Pavel Yarnau, the smarmy chair of the Psychology Department, finally called a halt to the heated Q & A, thanking “our speaker for providing us all with such a lively time and much food for thought. And now let’s continue the discussion over more mundane fare, not to speak of drink. I ask you all to join me upstairs in the Leah and Marty Feingold Room for the reception in honor of Professor Lipkin.”

“Well, this
has
been fun,” Lucinda said to Cass as they were both standing, waiting for their row to clear out so that they could proceed. Did she mean merely Lipkin’s talk or the communion between them? Her eyes were scanning the crowd. “Are you going to that dinner for Lipkin?” she asked without really looking at him.

“No, I didn’t sign up.”

Cass rarely put his name on the sign-up sheets that had slots for ten faculty members and four graduate students to entertain the speaker at one of the local restaurants that had sprouted up along the formerly decrepit and now almost hip Maudlin Street. With the inflated property values of Cambridge and Boston driving chefs to outlying areas, Weedham, Massachusetts, was enjoying a restaurant renaissance, trendy little spots blossoming amid the blight.

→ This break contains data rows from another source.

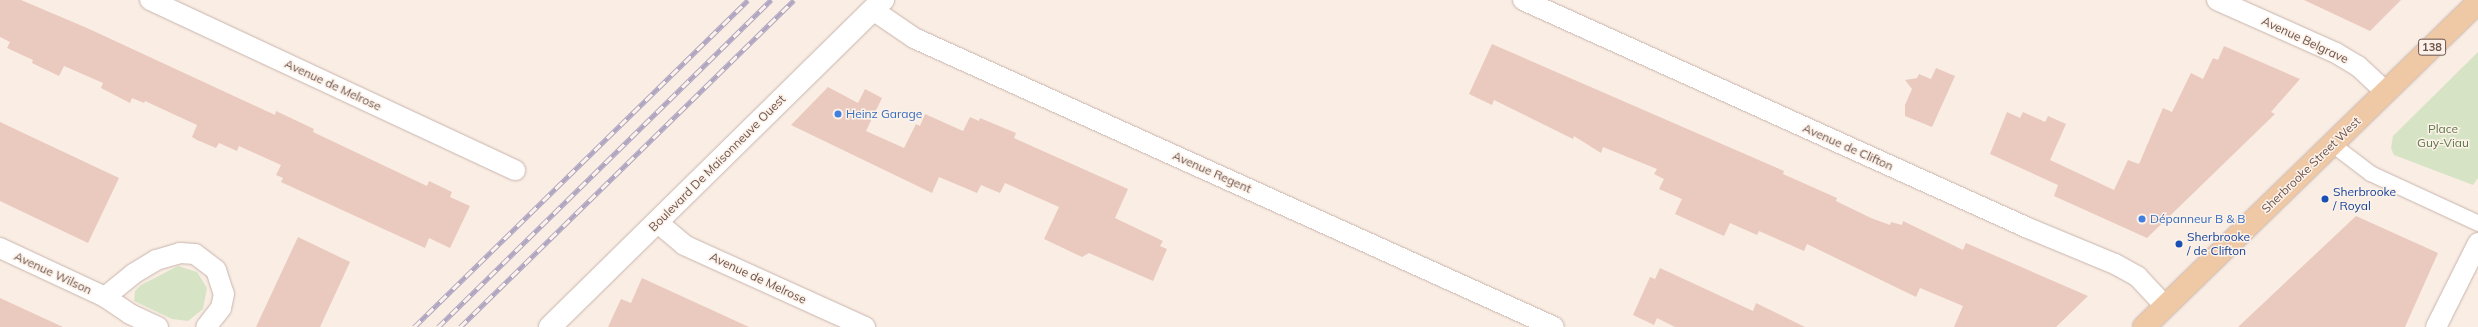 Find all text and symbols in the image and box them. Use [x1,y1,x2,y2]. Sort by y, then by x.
street label: Avenue Belgrave [2259,14,2351,66]
road number: 138 [2418,38,2446,56]
street label: Avenue de Melrose [282,56,384,114]
street label: Boulevard De Maisonneuve Ouest [646,92,788,234]
place label: Heinz Garage [846,107,922,121]
marker: Heinz Garage [833,109,843,119]
street label: Sherbrooke Street West [2259,114,2363,216]
street label: Avenue de Clifton [1801,121,1895,173]
park label: Place Guy-Viau [2417,122,2469,150]
street label: Avenue Regent [1170,148,1254,196]
place label: Sherbrooke / Royal [2333,185,2396,213]
marker: Sherbrooke / Royal [2320,194,2330,204]
place label: Dépanneur B & B [2150,212,2246,226]
marker: Dépanneur B & B [2137,214,2147,224]
place label: Sherbrooke / de Clifton [2187,230,2250,258]
marker: Sherbrooke / de Clifton [2174,239,2184,249]
street label: Avenue Wilson [12,249,94,297]
street label: Avenue de Melrose [707,249,809,307] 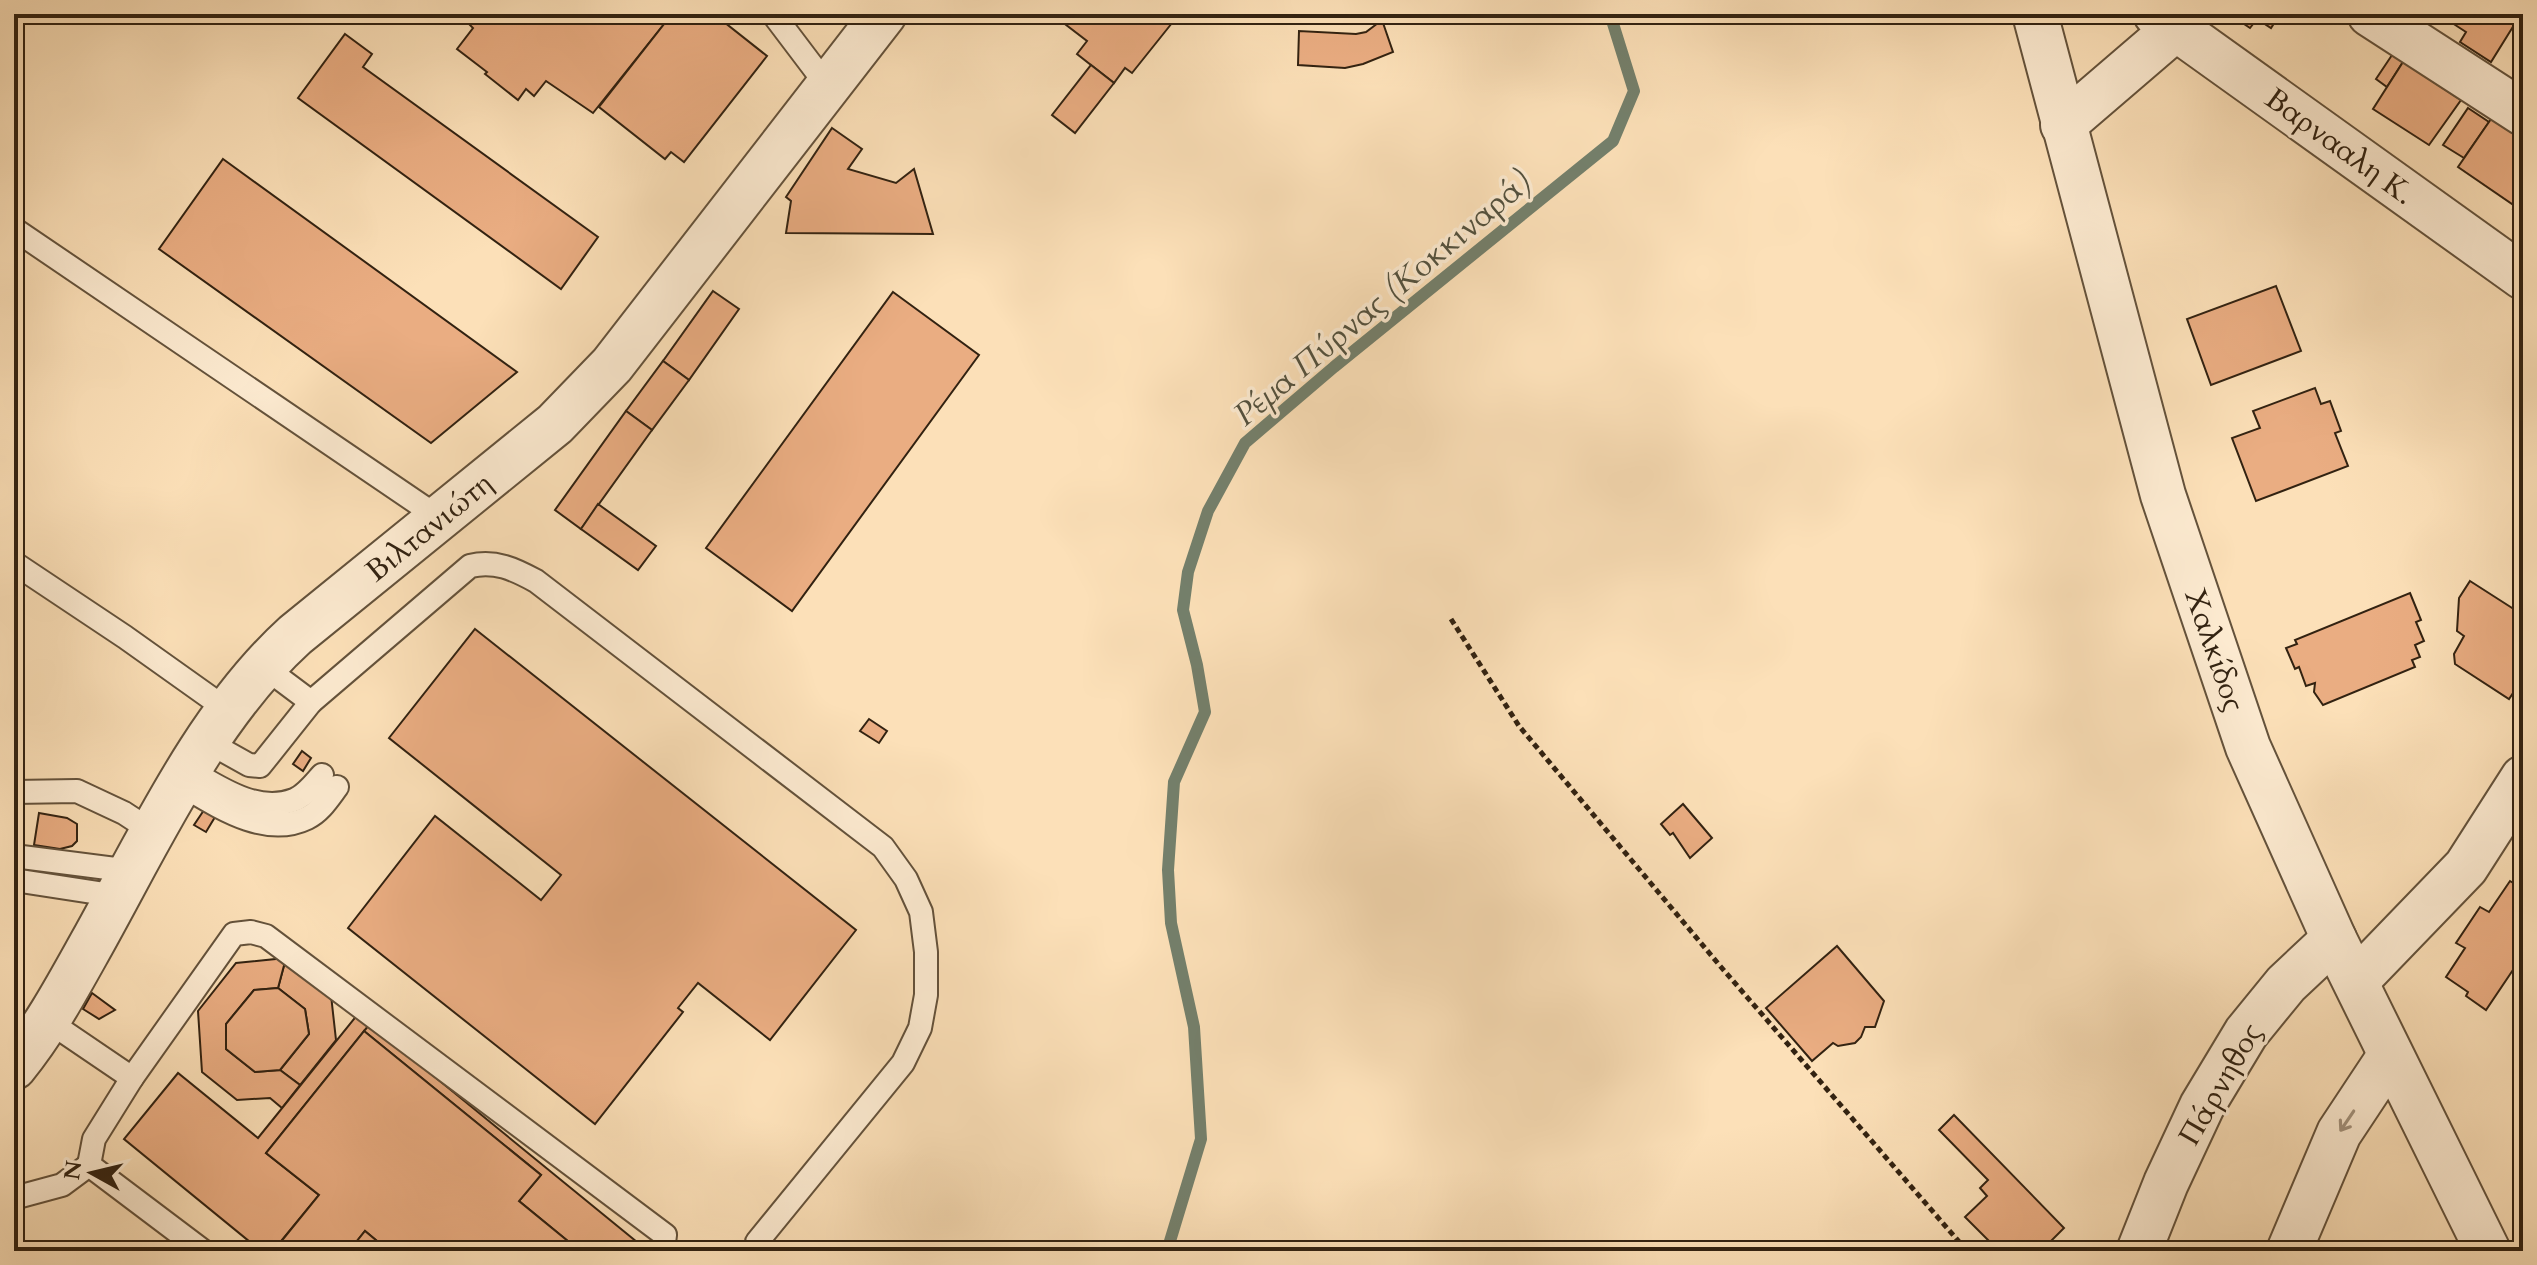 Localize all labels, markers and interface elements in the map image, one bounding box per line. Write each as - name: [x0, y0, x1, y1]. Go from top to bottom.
- street label: Βαρνααλη Κ.: [2257, 78, 2423, 214]
- water label: Ρέμα Πύρνας (Κοκκιναρά): [1224, 161, 1541, 436]
- street label: Βιλτανιώτη: [357, 463, 501, 591]
- street label: Χαλκίδος: [2174, 583, 2255, 717]
- street label: Πάρνηθος: [2169, 1015, 2272, 1153]
- one-way arrow: [2338, 1110, 2355, 1132]
- north arrow: [52, 1133, 132, 1213]
- text: N: [57, 1159, 89, 1182] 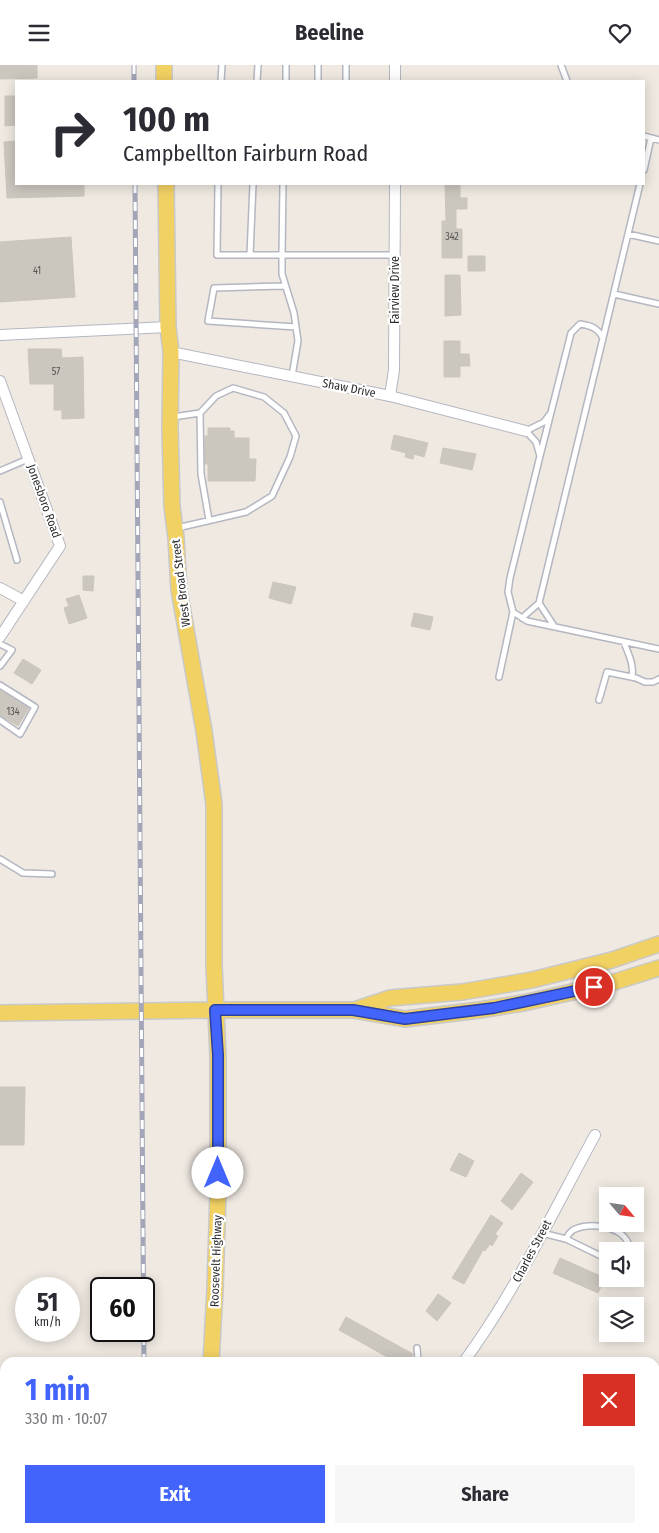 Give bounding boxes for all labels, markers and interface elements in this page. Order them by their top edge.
icon: menu [25,19,53,47]
text: Beeline [295,19,364,46]
icon: heart [606,19,634,47]
text: 100 m [123,98,210,140]
icon: right [40,100,105,165]
text: Campbellton Fairburn Road [123,140,368,167]
house number: 342 [445,231,459,243]
street label: Fairview Drive [388,256,402,324]
house number: 41 [33,265,41,277]
house number: 57 [52,366,60,378]
street label: Shaw Drive [321,376,377,400]
street label: Jonesboro Road [24,462,64,540]
street label: West Broad Street [169,538,193,627]
house number: 134 [6,706,20,718]
pin [573,966,615,1008]
icon: arrive [580,973,608,1001]
position arrow [191,1146,243,1198]
north arrow [599,1187,644,1233]
map controls [599,1187,644,1342]
street label: Roosevelt Highway [207,1214,225,1307]
street label: Charles Street [510,1217,554,1285]
button: sound [599,1242,644,1287]
speed limit sign: 60 [90,1277,155,1342]
text: 51 [37,1288,58,1318]
button: layers [599,1297,644,1342]
text: km/h [34,1315,61,1329]
text: 1 min [25,1372,90,1408]
button: close [583,1374,635,1426]
text: 330 m · 10:07 [25,1409,107,1428]
button: Exit [25,1465,325,1523]
button: Share [335,1465,635,1523]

“Well, then, I guess I’ll see you soon,” and she turned away, apologetically squeezing past the colleagues over whom she’d just recently stepped. Cass stood there watching her as she strode up to the podium. She and Lipkin shook hands cordially, even enthusiastically. Lucinda was smiling broadly as she spoke to him, and he was laughing as he answered her. There were obviously no hard feelings between these MVPs.

Cass watched for a while, his head cocked and his crooked smile in place, until everybody started heading out to the reception, lining up behind Lipkin and Lucinda like retinue behind royalty. Cass skipped the reception, and went home happy, chewing over it all. It wasn’t so much food for thought. It was ambrosia.

He saw Lucinda Mandelbaum two days later, at a university building where faculty meetings were held. She was standing next to Sebastian Held, both of them tanking up on caffeine in the few minutes before the meeting began.

Cass hated faculty meetings and skipped as many as he could get away with. Watching his colleagues’ intense engagement in the proceedings, the eloquence and pedantry slathered on points too minute for any but the best-trained minds to discern, he would be overtaken by his own failure to grasp human nature. But today he had looked forward to coming.

Lucinda, dressed in a pair of tailored black slacks and a pale-gray sweater matching the color of her eyes, seemed deep in conversation with Sebastian Held, but Cass strode right over and greeted them both enthusiastically.

“Hello,” Lucinda had said, smiling back at him with formally polite blankness, reaching out her hand to shake his with a briskly firm shake. “Lucinda Mandelbaum.”

“Yes, of course. I’m Cass. Cass Seltzer.”

“Nice to meet you, Cass.”

“Oh, we’ve already met,” he said, stopping himself before he could wail out his dismay: Don’t you remember? Don’t you remember how we laughed together like careless gods?

“Oh, sorry. I’m terrible with faces. Remind me of what you do?”

“Psychology of religion.”

“Psychology of religion?” Her thin upper lip curled slightly, not quite achieving a smile. “As a branch of abnormal psychology? Or are you one of those people who try to offer an evolutionary explanation for group madness?”

“Well, not exactly. What interests me more is the phenomenology of religion in all its varieties. What does it feel like from the inside? What sorts of terrors does it address, and what sorts of emotional growth does it both block and enhance? And how does the religious response manifest itself, even in ways that may not seem religious?”

Her lip curled a bit more, and it was a smile, and she lifted her chin so that her throat was exposed.